PROBLEM TO SOLVE: Every record, apart from its pictures, should be repeated exactly.

(Saved data entries)
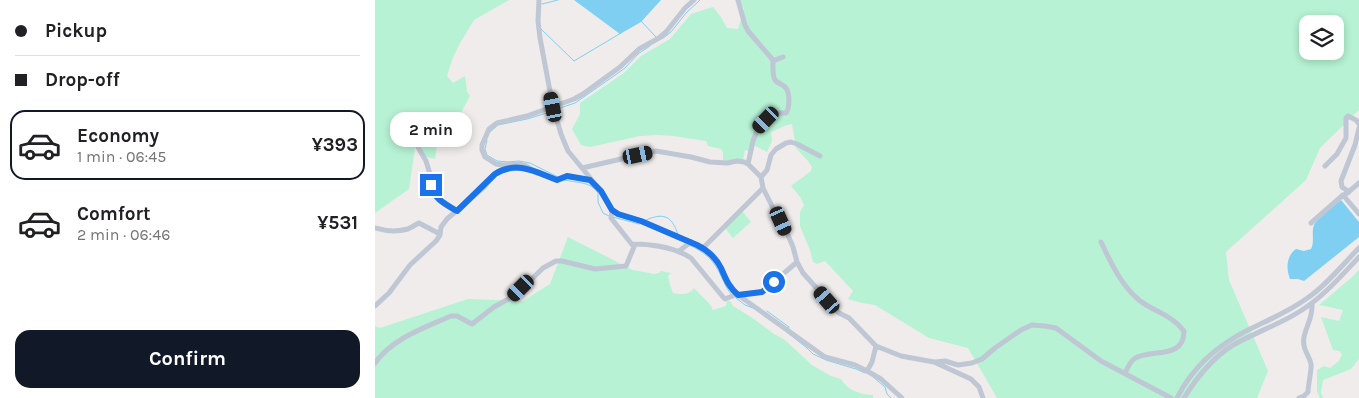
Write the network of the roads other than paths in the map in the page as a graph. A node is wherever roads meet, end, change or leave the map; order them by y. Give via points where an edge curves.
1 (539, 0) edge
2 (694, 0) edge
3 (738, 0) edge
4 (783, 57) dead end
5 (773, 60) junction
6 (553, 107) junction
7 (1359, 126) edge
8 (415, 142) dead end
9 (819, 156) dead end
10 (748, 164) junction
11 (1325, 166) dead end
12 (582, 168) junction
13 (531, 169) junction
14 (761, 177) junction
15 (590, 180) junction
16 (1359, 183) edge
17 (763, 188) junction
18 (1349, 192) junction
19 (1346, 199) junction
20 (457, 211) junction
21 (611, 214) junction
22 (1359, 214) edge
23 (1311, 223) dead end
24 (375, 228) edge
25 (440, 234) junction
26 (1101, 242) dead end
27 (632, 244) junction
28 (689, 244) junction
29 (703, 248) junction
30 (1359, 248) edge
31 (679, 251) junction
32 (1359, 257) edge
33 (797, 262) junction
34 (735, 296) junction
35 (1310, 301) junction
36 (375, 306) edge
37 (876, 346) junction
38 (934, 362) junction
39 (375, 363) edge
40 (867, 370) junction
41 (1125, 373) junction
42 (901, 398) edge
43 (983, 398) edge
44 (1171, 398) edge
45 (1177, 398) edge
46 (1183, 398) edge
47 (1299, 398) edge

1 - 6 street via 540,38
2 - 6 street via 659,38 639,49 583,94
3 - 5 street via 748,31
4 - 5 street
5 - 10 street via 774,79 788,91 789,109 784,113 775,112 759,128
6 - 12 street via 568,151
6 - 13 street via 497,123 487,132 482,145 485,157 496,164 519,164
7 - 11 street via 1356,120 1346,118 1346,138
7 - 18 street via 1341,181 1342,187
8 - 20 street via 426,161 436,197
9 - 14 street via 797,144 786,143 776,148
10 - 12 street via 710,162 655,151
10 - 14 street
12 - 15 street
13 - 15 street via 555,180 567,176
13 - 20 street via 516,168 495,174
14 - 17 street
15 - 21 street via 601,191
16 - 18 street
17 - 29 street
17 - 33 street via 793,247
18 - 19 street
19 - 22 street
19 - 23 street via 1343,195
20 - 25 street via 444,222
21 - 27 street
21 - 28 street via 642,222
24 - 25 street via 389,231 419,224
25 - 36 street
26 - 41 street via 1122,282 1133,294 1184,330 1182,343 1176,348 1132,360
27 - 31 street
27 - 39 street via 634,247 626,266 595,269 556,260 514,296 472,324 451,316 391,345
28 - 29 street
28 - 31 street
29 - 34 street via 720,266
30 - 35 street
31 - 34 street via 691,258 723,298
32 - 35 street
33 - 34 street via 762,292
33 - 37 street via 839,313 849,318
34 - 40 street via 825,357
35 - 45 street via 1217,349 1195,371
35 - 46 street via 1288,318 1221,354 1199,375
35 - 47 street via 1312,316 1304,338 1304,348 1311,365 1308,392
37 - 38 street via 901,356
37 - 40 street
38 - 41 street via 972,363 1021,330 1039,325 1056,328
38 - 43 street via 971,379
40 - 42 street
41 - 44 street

SOLUTION FOR THIS EXERCISE:
Write the network of the roads other than paths in the map in the page as a graph. A node is wherever roads meet, end, change or leave the map; order them by y. Give via points where an edge curves.
1 (539, 0) edge
2 (694, 0) edge
3 (738, 0) edge
4 (783, 57) dead end
5 (773, 60) junction
6 (553, 107) junction
7 (1359, 126) edge
8 (415, 142) dead end
9 (819, 156) dead end
10 (748, 164) junction
11 (1325, 166) dead end
12 (582, 168) junction
13 (531, 169) junction
14 (761, 177) junction
15 (590, 180) junction
16 (1359, 183) edge
17 (763, 188) junction
18 (1349, 192) junction
19 (1346, 199) junction
20 (457, 211) junction
21 (611, 214) junction
22 (1359, 214) edge
23 (1311, 223) dead end
24 (375, 228) edge
25 (440, 234) junction
26 (1101, 242) dead end
27 (632, 244) junction
28 (689, 244) junction
29 (703, 248) junction
30 (1359, 248) edge
31 (679, 251) junction
32 (1359, 257) edge
33 (797, 262) junction
34 (735, 296) junction
35 (1310, 301) junction
36 (375, 306) edge
37 (876, 346) junction
38 (934, 362) junction
39 (375, 363) edge
40 (867, 370) junction
41 (1125, 373) junction
42 (901, 398) edge
43 (983, 398) edge
44 (1171, 398) edge
45 (1177, 398) edge
46 (1183, 398) edge
47 (1299, 398) edge

1 - 6 street via 540,38
2 - 6 street via 659,38 639,49 583,94
3 - 5 street via 748,31
4 - 5 street
5 - 10 street via 774,79 788,91 789,109 784,113 775,112 759,128
6 - 12 street via 568,151
6 - 13 street via 497,123 487,132 482,145 485,157 496,164 519,164
7 - 11 street via 1356,120 1346,118 1346,138
7 - 18 street via 1341,181 1342,187
8 - 20 street via 426,161 436,197
9 - 14 street via 797,144 786,143 776,148
10 - 12 street via 710,162 655,151
10 - 14 street
12 - 15 street
13 - 15 street via 555,180 567,176
13 - 20 street via 516,168 495,174
14 - 17 street
15 - 21 street via 601,191
16 - 18 street
17 - 29 street
17 - 33 street via 793,247
18 - 19 street
19 - 22 street
19 - 23 street via 1343,195
20 - 25 street via 444,222
21 - 27 street
21 - 28 street via 642,222
24 - 25 street via 389,231 419,224
25 - 36 street
26 - 41 street via 1122,282 1133,294 1184,330 1182,343 1176,348 1132,360
27 - 31 street
27 - 39 street via 634,247 626,266 595,269 556,260 514,296 472,324 451,316 391,345
28 - 29 street
28 - 31 street
29 - 34 street via 720,266
30 - 35 street
31 - 34 street via 691,258 723,298
32 - 35 street
33 - 34 street via 762,292
33 - 37 street via 839,313 849,318
34 - 40 street via 825,357
35 - 45 street via 1217,349 1195,371
35 - 46 street via 1288,318 1221,354 1199,375
35 - 47 street via 1312,316 1304,338 1304,348 1311,365 1308,392
37 - 38 street via 901,356
37 - 40 street
38 - 41 street via 972,363 1021,330 1039,325 1056,328
38 - 43 street via 971,379
40 - 42 street
41 - 44 street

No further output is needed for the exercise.